- _PROBLEM DESCRIPTION_
Find every line containing the string "main" in the data below, and report how many there are, with no other words.

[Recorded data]
☆ ☆ ☆ ☆ ☆ ☆ ☆

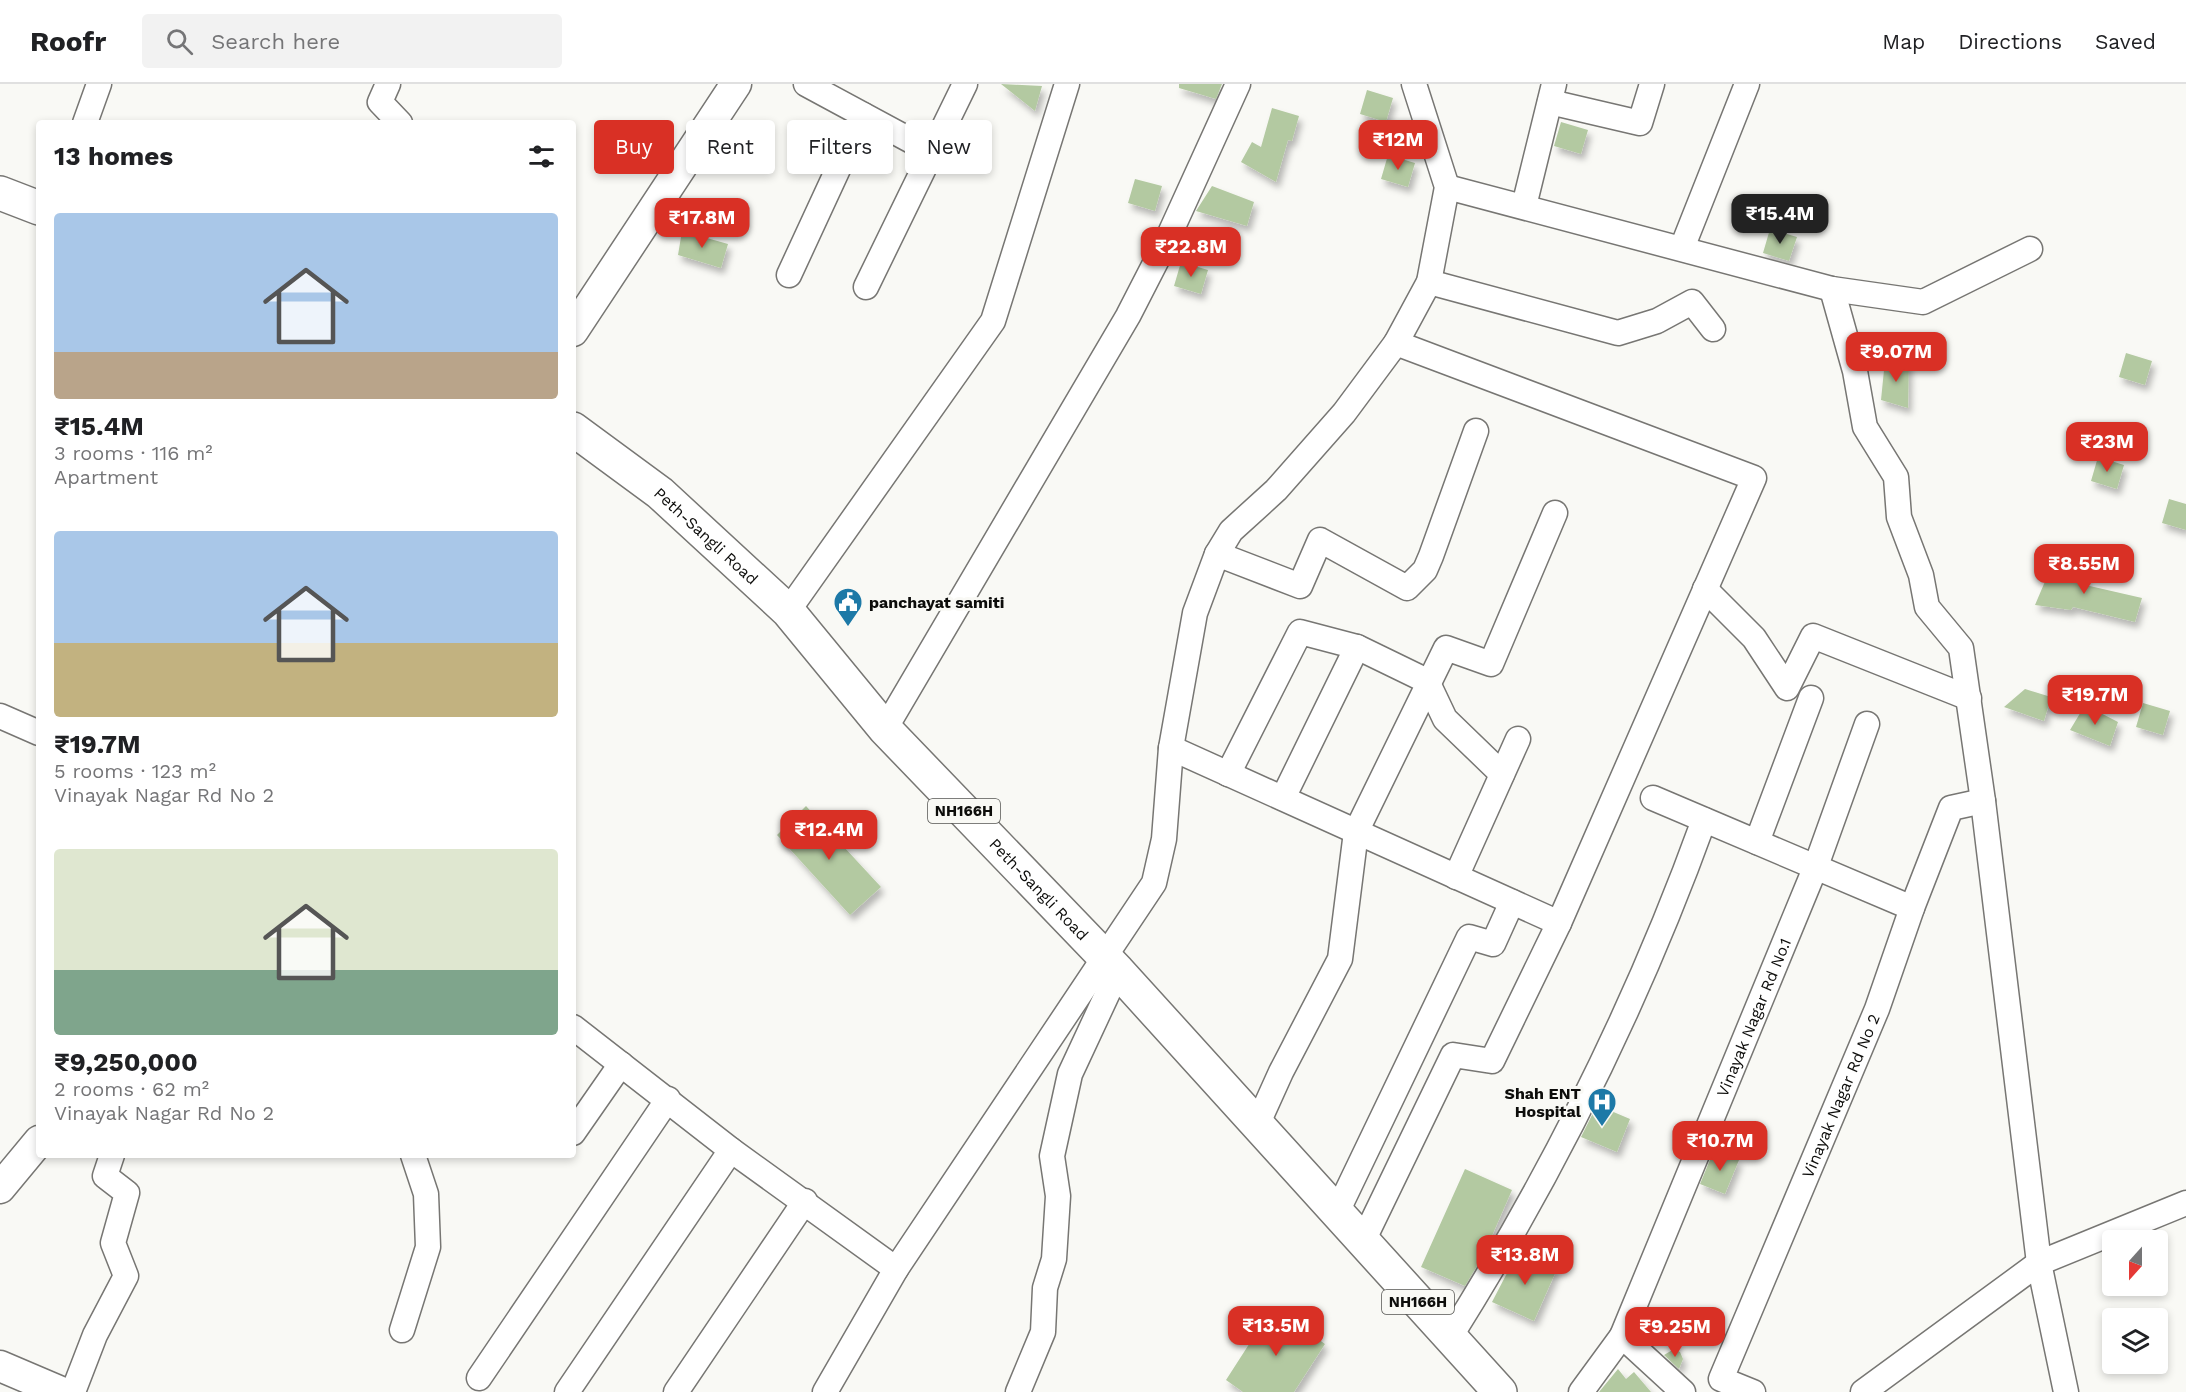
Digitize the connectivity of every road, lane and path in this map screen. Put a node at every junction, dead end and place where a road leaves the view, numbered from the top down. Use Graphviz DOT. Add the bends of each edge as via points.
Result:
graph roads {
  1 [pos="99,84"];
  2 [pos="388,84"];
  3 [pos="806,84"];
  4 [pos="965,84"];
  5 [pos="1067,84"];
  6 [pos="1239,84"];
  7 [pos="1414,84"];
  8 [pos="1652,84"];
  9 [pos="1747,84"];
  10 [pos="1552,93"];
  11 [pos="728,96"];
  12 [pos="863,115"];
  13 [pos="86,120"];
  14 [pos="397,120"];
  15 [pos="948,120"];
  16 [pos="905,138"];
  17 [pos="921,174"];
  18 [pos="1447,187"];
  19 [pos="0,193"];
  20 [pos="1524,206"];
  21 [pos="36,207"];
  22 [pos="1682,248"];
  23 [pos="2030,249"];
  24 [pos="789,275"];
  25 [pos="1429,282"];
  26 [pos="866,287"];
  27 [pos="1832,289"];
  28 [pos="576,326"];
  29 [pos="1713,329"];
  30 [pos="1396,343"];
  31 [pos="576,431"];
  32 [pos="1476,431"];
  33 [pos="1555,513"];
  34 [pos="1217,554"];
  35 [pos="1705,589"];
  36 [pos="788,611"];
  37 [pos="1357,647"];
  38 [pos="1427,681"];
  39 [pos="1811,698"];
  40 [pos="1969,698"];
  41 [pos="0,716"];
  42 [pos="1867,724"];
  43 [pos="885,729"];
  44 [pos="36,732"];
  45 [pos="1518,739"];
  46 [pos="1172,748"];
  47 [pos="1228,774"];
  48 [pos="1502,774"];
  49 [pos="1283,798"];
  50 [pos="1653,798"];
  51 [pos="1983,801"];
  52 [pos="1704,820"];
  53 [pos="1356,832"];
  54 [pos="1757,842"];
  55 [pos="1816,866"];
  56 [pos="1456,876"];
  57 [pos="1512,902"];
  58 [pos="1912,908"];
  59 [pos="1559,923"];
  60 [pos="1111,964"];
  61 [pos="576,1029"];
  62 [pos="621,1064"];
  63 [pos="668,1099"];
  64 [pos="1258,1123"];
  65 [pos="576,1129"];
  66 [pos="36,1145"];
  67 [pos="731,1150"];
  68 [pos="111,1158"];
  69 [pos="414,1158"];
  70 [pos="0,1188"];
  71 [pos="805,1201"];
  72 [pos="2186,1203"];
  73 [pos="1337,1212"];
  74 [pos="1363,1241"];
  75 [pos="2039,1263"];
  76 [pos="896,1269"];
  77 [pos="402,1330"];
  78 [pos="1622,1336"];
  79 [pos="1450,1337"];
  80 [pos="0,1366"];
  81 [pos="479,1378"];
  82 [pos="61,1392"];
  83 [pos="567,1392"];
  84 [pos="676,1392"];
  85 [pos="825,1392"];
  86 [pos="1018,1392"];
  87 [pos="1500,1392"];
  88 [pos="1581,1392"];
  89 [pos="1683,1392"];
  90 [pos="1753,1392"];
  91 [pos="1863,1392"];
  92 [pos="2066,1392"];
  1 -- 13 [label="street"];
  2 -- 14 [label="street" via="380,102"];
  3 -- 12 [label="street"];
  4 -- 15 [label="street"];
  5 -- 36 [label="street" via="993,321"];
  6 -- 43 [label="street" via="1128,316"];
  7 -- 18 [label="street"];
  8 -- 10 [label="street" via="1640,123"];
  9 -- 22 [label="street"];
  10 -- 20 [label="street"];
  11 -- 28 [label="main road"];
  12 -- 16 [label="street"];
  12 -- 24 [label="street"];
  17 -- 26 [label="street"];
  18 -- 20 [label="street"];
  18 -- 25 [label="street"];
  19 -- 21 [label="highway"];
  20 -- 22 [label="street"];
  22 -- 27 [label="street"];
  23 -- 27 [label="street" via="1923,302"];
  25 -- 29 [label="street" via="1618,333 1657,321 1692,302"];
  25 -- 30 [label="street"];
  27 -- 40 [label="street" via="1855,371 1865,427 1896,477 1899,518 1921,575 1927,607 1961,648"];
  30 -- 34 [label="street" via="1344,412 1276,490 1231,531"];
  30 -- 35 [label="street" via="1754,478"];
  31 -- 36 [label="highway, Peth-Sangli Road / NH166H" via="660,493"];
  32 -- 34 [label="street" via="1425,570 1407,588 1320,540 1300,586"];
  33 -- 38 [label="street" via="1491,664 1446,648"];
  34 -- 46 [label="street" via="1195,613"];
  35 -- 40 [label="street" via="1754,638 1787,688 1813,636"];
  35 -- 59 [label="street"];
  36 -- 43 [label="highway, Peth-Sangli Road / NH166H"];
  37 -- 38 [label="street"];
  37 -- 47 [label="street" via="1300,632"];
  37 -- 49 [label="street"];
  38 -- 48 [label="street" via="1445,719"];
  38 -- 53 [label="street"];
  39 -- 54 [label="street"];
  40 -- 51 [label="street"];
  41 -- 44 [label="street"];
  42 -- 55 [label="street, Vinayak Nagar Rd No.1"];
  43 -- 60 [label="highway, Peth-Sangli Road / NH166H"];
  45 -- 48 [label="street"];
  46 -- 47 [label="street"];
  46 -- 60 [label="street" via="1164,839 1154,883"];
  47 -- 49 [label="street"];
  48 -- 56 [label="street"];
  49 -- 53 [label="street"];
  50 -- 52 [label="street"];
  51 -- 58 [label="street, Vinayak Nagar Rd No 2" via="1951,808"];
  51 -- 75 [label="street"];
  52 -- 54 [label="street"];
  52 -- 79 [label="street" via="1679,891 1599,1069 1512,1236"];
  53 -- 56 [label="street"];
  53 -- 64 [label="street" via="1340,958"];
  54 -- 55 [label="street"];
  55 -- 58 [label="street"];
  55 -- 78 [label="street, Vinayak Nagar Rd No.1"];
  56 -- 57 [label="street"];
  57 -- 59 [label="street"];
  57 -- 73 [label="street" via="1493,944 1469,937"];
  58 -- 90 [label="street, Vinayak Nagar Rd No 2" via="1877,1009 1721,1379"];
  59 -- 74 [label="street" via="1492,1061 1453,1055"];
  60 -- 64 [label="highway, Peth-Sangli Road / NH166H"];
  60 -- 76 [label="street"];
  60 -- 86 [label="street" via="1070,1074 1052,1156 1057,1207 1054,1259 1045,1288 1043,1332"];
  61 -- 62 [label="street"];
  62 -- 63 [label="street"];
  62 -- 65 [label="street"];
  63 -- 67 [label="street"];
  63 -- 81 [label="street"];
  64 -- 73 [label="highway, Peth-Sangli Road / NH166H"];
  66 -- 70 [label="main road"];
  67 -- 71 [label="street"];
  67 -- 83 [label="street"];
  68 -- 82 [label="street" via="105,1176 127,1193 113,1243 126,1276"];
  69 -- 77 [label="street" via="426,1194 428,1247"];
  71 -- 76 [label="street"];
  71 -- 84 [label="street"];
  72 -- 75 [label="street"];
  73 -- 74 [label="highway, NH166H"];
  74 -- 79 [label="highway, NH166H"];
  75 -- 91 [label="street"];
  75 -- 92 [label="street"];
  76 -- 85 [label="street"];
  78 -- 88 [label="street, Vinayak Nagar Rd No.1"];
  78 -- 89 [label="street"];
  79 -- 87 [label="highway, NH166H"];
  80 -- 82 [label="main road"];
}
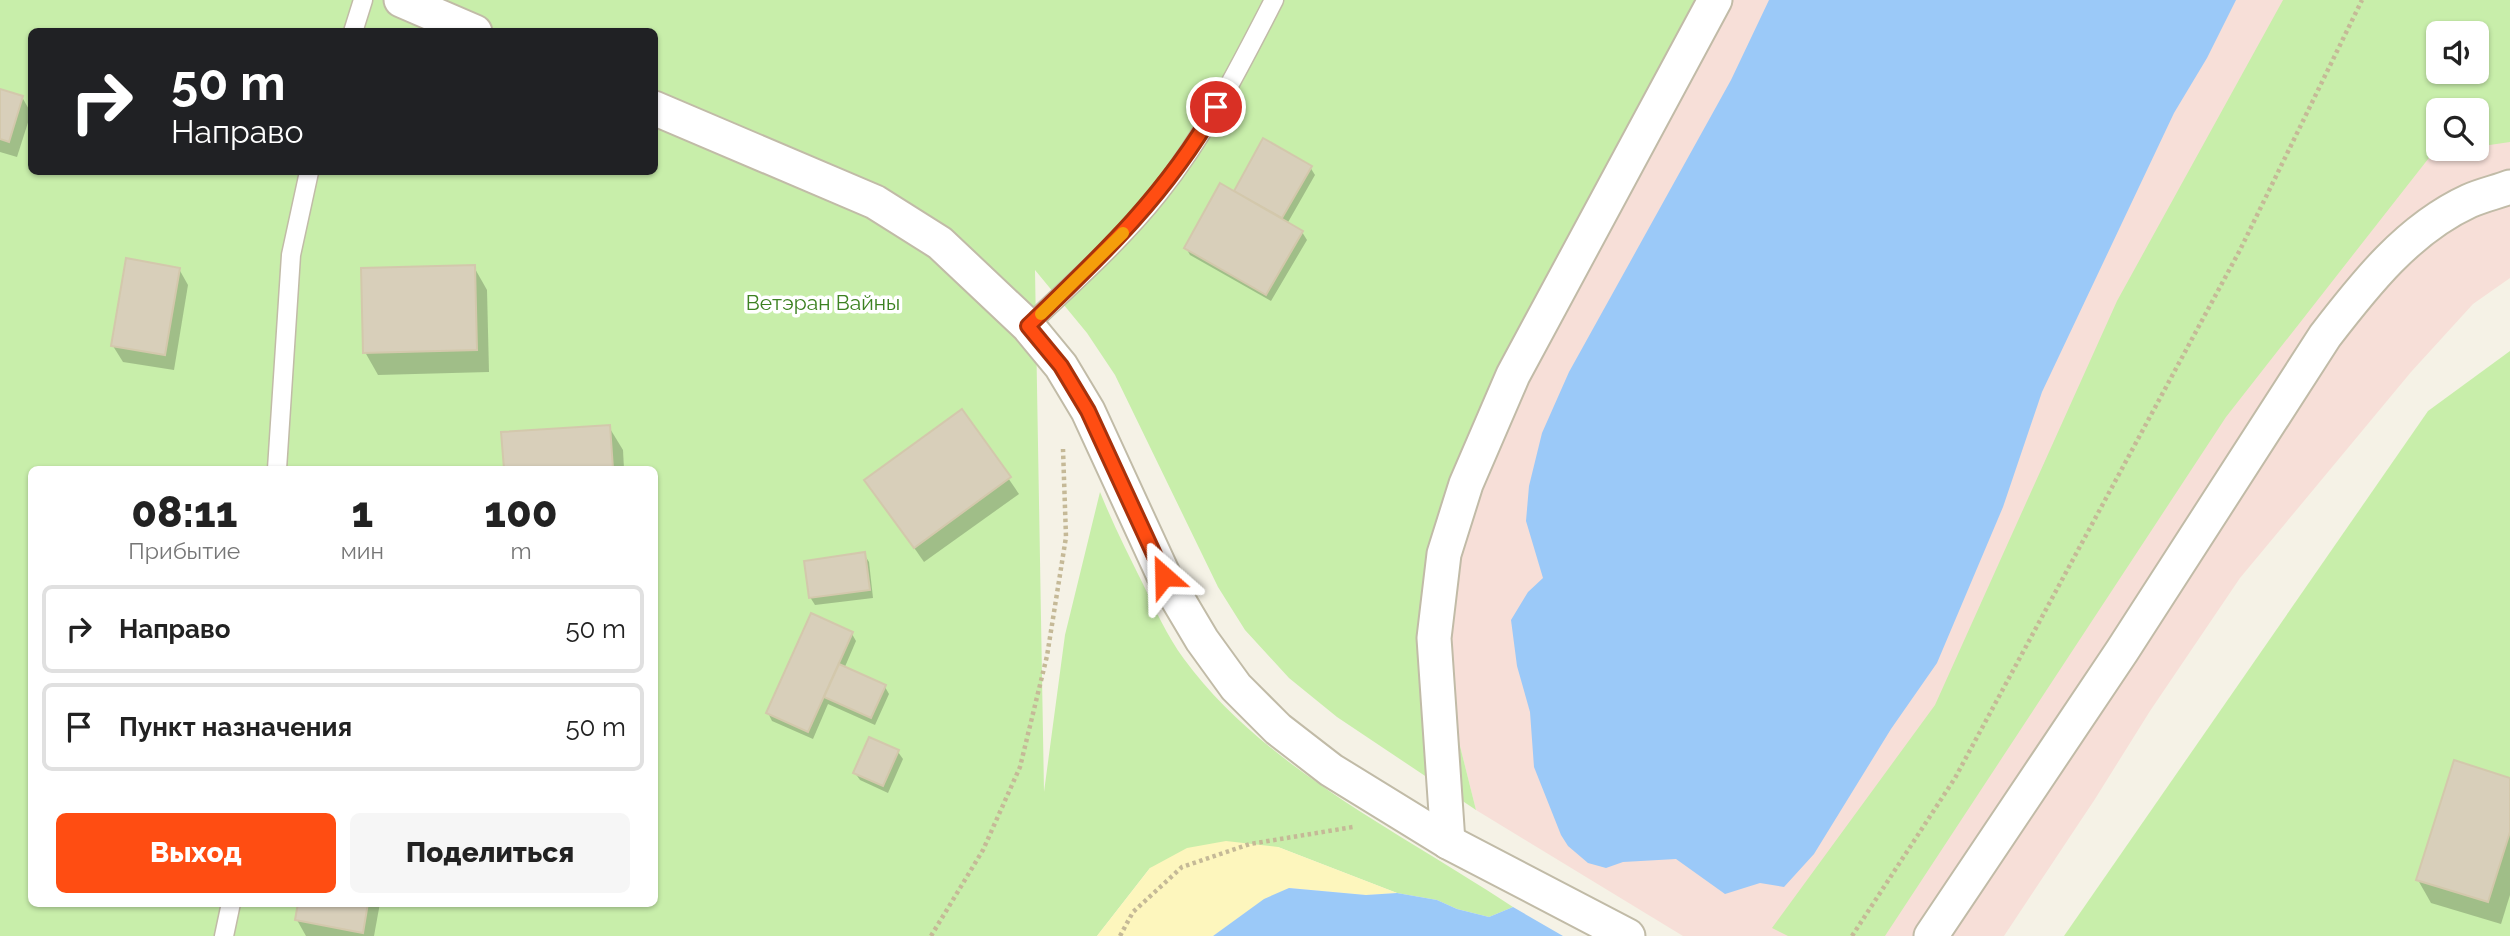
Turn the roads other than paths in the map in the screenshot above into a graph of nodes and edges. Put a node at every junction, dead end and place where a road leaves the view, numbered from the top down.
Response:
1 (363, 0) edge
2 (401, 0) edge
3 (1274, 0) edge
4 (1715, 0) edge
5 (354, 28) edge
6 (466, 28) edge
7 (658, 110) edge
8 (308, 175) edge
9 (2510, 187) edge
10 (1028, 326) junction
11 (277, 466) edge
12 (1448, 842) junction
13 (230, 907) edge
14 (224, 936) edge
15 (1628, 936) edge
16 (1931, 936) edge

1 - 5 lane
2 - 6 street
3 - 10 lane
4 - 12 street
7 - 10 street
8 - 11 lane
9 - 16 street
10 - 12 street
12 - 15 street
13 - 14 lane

☆ ☆ ☆ ☆ ☆ ☆ ☆

- _TASK ANSWER_
3